__EXERCISE MATERIAL__
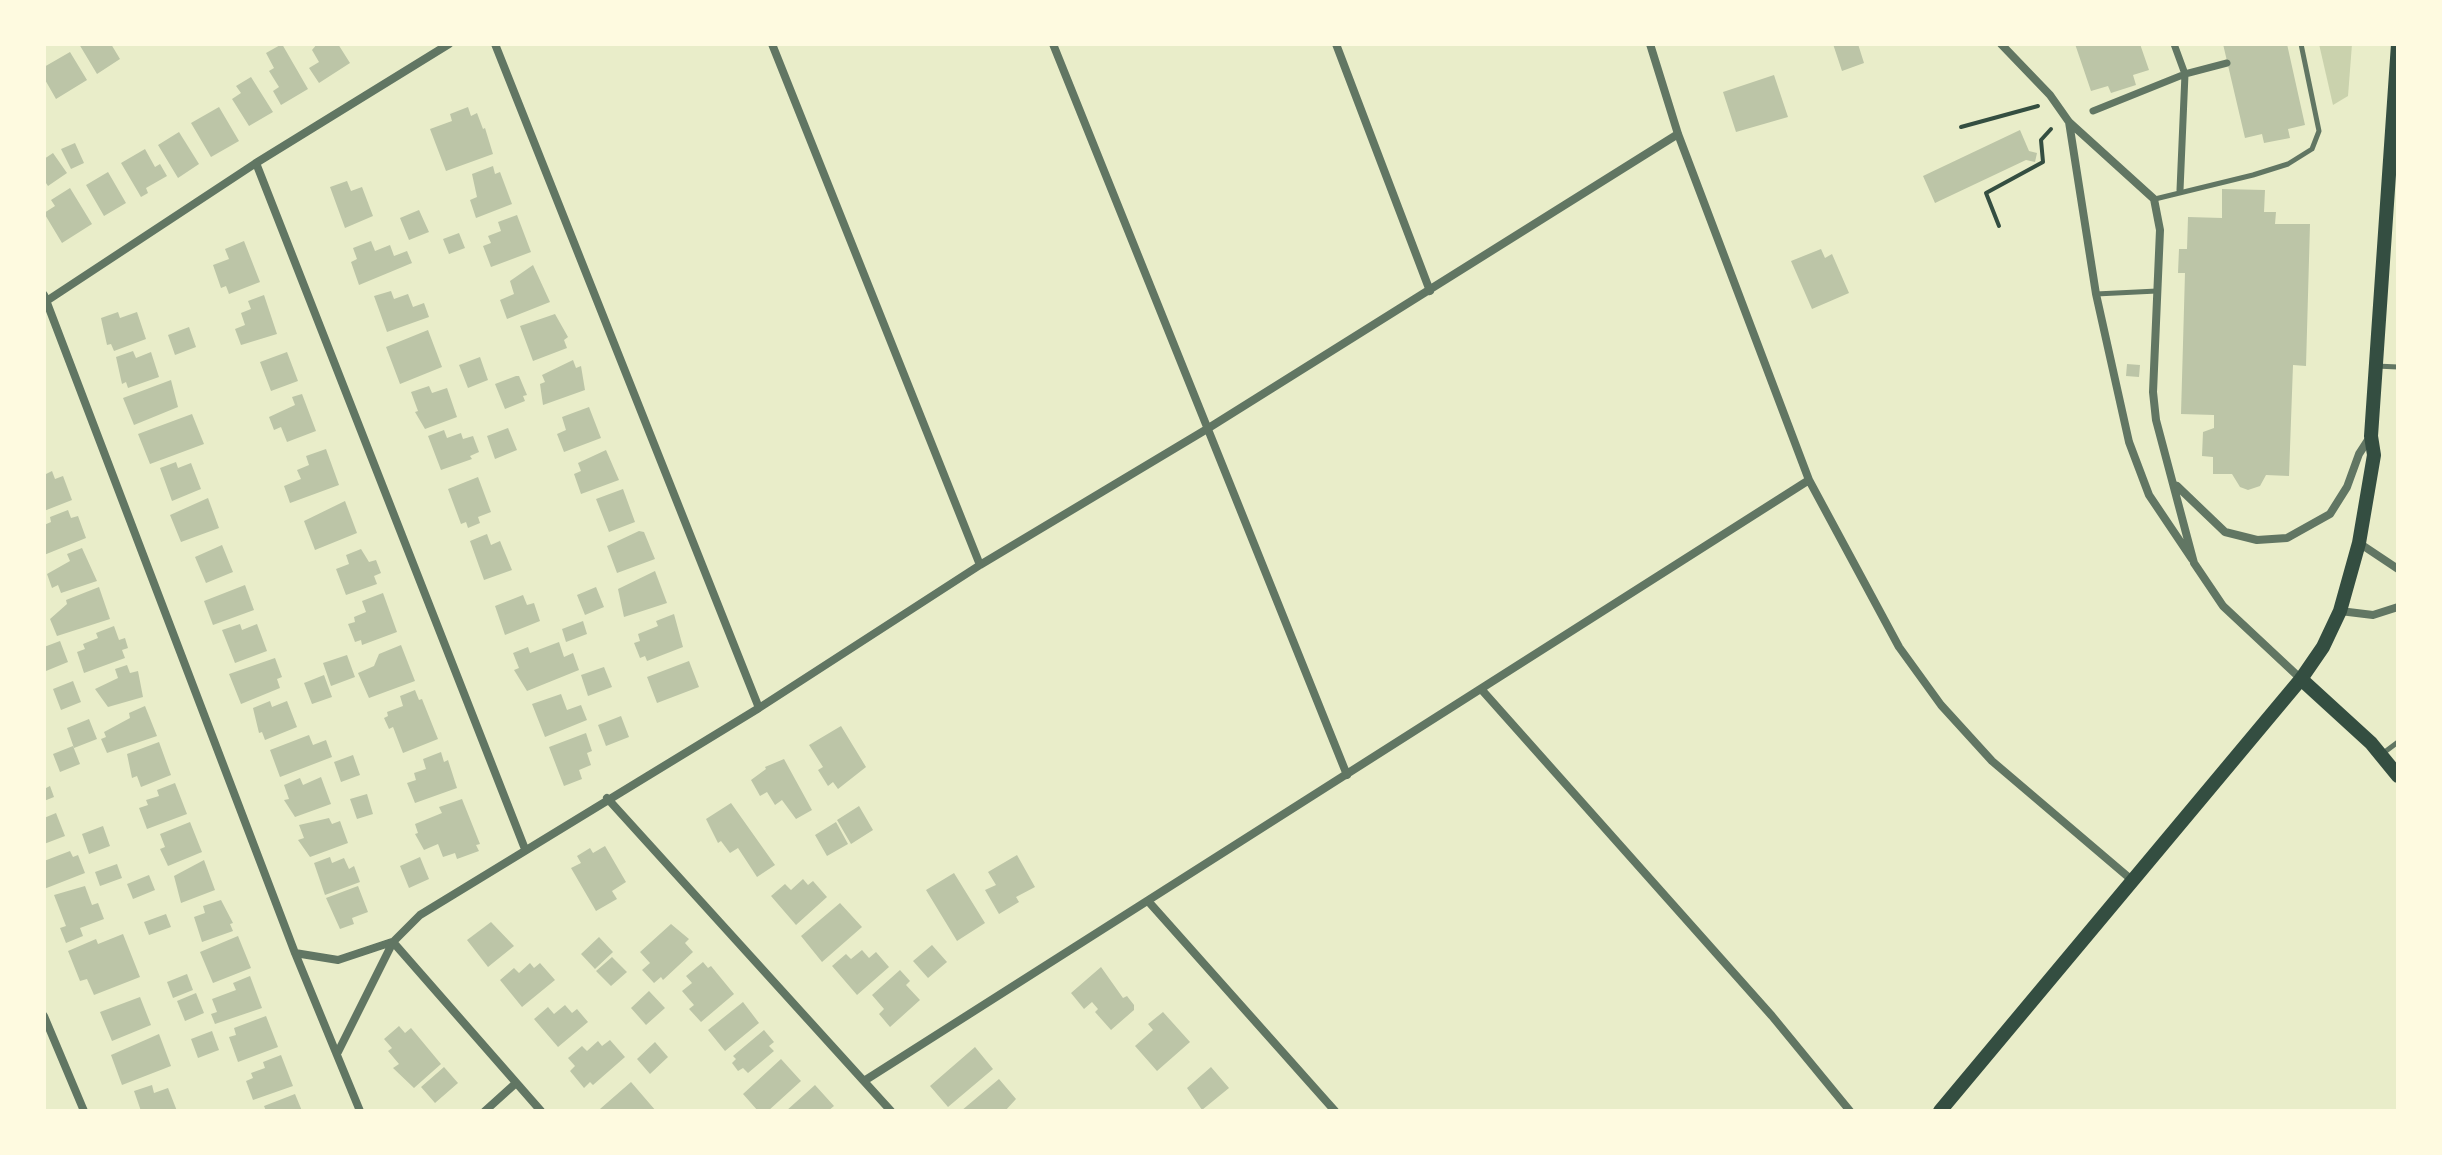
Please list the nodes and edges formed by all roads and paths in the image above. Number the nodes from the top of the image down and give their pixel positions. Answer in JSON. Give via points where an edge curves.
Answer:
{"nodes":[{"id":1,"x":449,"y":44,"type":"edge"},
{"id":2,"x":495,"y":44,"type":"edge"},
{"id":3,"x":772,"y":44,"type":"edge"},
{"id":4,"x":1053,"y":44,"type":"edge"},
{"id":5,"x":1336,"y":44,"type":"edge"},
{"id":6,"x":1650,"y":44,"type":"edge"},
{"id":7,"x":2001,"y":44,"type":"edge"},
{"id":8,"x":2174,"y":44,"type":"edge"},
{"id":9,"x":2301,"y":44,"type":"edge"},
{"id":10,"x":2398,"y":44,"type":"edge"},
{"id":11,"x":2227,"y":63,"type":"dead end"},
{"id":12,"x":2185,"y":74,"type":"junction"},
{"id":13,"x":2038,"y":106,"type":"dead end"},
{"id":14,"x":2093,"y":111,"type":"dead end"},
{"id":15,"x":2069,"y":122,"type":"junction"},
{"id":16,"x":1961,"y":127,"type":"dead end"},
{"id":17,"x":2051,"y":129,"type":"dead end"},
{"id":18,"x":1678,"y":134,"type":"junction"},
{"id":19,"x":256,"y":163,"type":"junction"},
{"id":20,"x":2180,"y":190,"type":"junction"},
{"id":21,"x":2154,"y":199,"type":"junction"},
{"id":22,"x":2391,"y":214,"type":"edge"},
{"id":23,"x":1999,"y":226,"type":"dead end"},
{"id":24,"x":1430,"y":291,"type":"junction"},
{"id":25,"x":2157,"y":291,"type":"junction"},
{"id":26,"x":2096,"y":294,"type":"junction"},
{"id":27,"x":45,"y":299,"type":"edge"},
{"id":28,"x":2375,"y":366,"type":"junction"},
{"id":29,"x":2398,"y":367,"type":"edge"},
{"id":30,"x":1207,"y":429,"type":"junction"},
{"id":31,"x":2371,"y":436,"type":"junction"},
{"id":32,"x":1809,"y":480,"type":"junction"},
{"id":33,"x":2174,"y":482,"type":"junction"},
{"id":34,"x":2359,"y":543,"type":"junction"},
{"id":35,"x":2194,"y":563,"type":"junction"},
{"id":36,"x":980,"y":565,"type":"junction"},
{"id":37,"x":2398,"y":569,"type":"edge"},
{"id":38,"x":2398,"y":607,"type":"edge"},
{"id":39,"x":2340,"y":611,"type":"junction"},
{"id":40,"x":2301,"y":679,"type":"junction"},
{"id":41,"x":1481,"y":689,"type":"junction"},
{"id":42,"x":759,"y":708,"type":"junction"},
{"id":43,"x":2398,"y":742,"type":"edge"},
{"id":44,"x":2382,"y":754,"type":"junction"},
{"id":45,"x":1347,"y":775,"type":"junction"},
{"id":46,"x":2398,"y":776,"type":"edge"},
{"id":47,"x":607,"y":798,"type":"junction"},
{"id":48,"x":525,"y":849,"type":"junction"},
{"id":49,"x":2133,"y":881,"type":"junction"},
{"id":50,"x":1148,"y":901,"type":"junction"},
{"id":51,"x":393,"y":942,"type":"junction"},
{"id":52,"x":295,"y":953,"type":"junction"},
{"id":53,"x":44,"y":1016,"type":"edge"},
{"id":54,"x":338,"y":1052,"type":"junction"},
{"id":55,"x":864,"y":1081,"type":"junction"},
{"id":56,"x":516,"y":1083,"type":"junction"},
{"id":57,"x":84,"y":1111,"type":"edge"},
{"id":58,"x":360,"y":1111,"type":"edge"},
{"id":59,"x":485,"y":1111,"type":"edge"},
{"id":60,"x":541,"y":1111,"type":"edge"},
{"id":61,"x":891,"y":1111,"type":"edge"},
{"id":62,"x":1335,"y":1111,"type":"edge"},
{"id":63,"x":1850,"y":1111,"type":"edge"},
{"id":64,"x":1940,"y":1111,"type":"edge"}],
"edges":[{"from":1,"to":19,"type":"street"},
{"from":2,"to":42,"type":"street"},
{"from":3,"to":36,"type":"street"},
{"from":4,"to":30,"type":"street"},
{"from":5,"to":24,"type":"street"},
{"from":6,"to":18,"type":"street"},
{"from":7,"to":15,"type":"street"},
{"from":8,"to":12,"type":"street"},
{"from":9,"to":20,"type":"lane","via":[[2319,131],[2312,149],[2265,171]]},
{"from":10,"to":22,"type":"main road"},
{"from":11,"to":12,"type":"street"},
{"from":12,"to":14,"type":"street"},
{"from":12,"to":20,"type":"street"},
{"from":13,"to":16,"type":"path"},
{"from":15,"to":21,"type":"street"},
{"from":15,"to":26,"type":"street"},
{"from":17,"to":23,"type":"path","via":[[2041,140],[2043,162],[1986,193]]},
{"from":18,"to":24,"type":"street"},
{"from":18,"to":32,"type":"street"},
{"from":19,"to":27,"type":"street"},
{"from":19,"to":48,"type":"street"},
{"from":20,"to":21,"type":"lane"},
{"from":21,"to":25,"type":"street","via":[[2160,230]]},
{"from":22,"to":28,"type":"main road"},
{"from":24,"to":30,"type":"street"},
{"from":25,"to":26,"type":"lane"},
{"from":25,"to":33,"type":"street","via":[[2153,392]]},
{"from":26,"to":35,"type":"street","via":[[2129,442],[2149,495]]},
{"from":27,"to":52,"type":"street"},
{"from":28,"to":29,"type":"lane"},
{"from":28,"to":31,"type":"main road"},
{"from":30,"to":36,"type":"street"},
{"from":30,"to":45,"type":"street"},
{"from":31,"to":33,"type":"street","via":[[2330,514],[2287,538],[2257,540],[2225,532]]},
{"from":31,"to":34,"type":"main road","via":[[2374,455]]},
{"from":32,"to":41,"type":"street"},
{"from":32,"to":49,"type":"street","via":[[1899,647],[1941,705],[1992,761]]},
{"from":33,"to":35,"type":"street"},
{"from":34,"to":37,"type":"street"},
{"from":34,"to":39,"type":"main road"},
{"from":35,"to":40,"type":"street","via":[[2223,606]]},
{"from":36,"to":42,"type":"street"},
{"from":38,"to":39,"type":"street","via":[[2373,615]]},
{"from":39,"to":40,"type":"main road"},
{"from":40,"to":44,"type":"main road"},
{"from":40,"to":49,"type":"main road"},
{"from":41,"to":45,"type":"street"},
{"from":41,"to":63,"type":"street"},
{"from":42,"to":47,"type":"street"},
{"from":43,"to":44,"type":"lane"},
{"from":44,"to":46,"type":"main road"},
{"from":45,"to":50,"type":"street"},
{"from":47,"to":48,"type":"street"},
{"from":47,"to":55,"type":"street"},
{"from":48,"to":51,"type":"street","via":[[420,915]]},
{"from":49,"to":64,"type":"main road"},
{"from":50,"to":55,"type":"street"},
{"from":50,"to":62,"type":"street"},
{"from":51,"to":52,"type":"street","via":[[338,960]]},
{"from":51,"to":54,"type":"street"},
{"from":51,"to":56,"type":"street"},
{"from":52,"to":54,"type":"street"},
{"from":53,"to":57,"type":"street"},
{"from":54,"to":58,"type":"street"},
{"from":55,"to":61,"type":"street"},
{"from":56,"to":59,"type":"street"},
{"from":56,"to":60,"type":"street"}]}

__TASK PROMPT__
Wherever the string "main" appears in the listing above, show the whole line.

__RESULT__
{"from":10,"to":22,"type":"main road"},
{"from":22,"to":28,"type":"main road"},
{"from":28,"to":31,"type":"main road"},
{"from":31,"to":34,"type":"main road","via":[[2374,455]]},
{"from":34,"to":39,"type":"main road"},
{"from":39,"to":40,"type":"main road"},
{"from":40,"to":44,"type":"main road"},
{"from":40,"to":49,"type":"main road"},
{"from":44,"to":46,"type":"main road"},
{"from":49,"to":64,"type":"main road"},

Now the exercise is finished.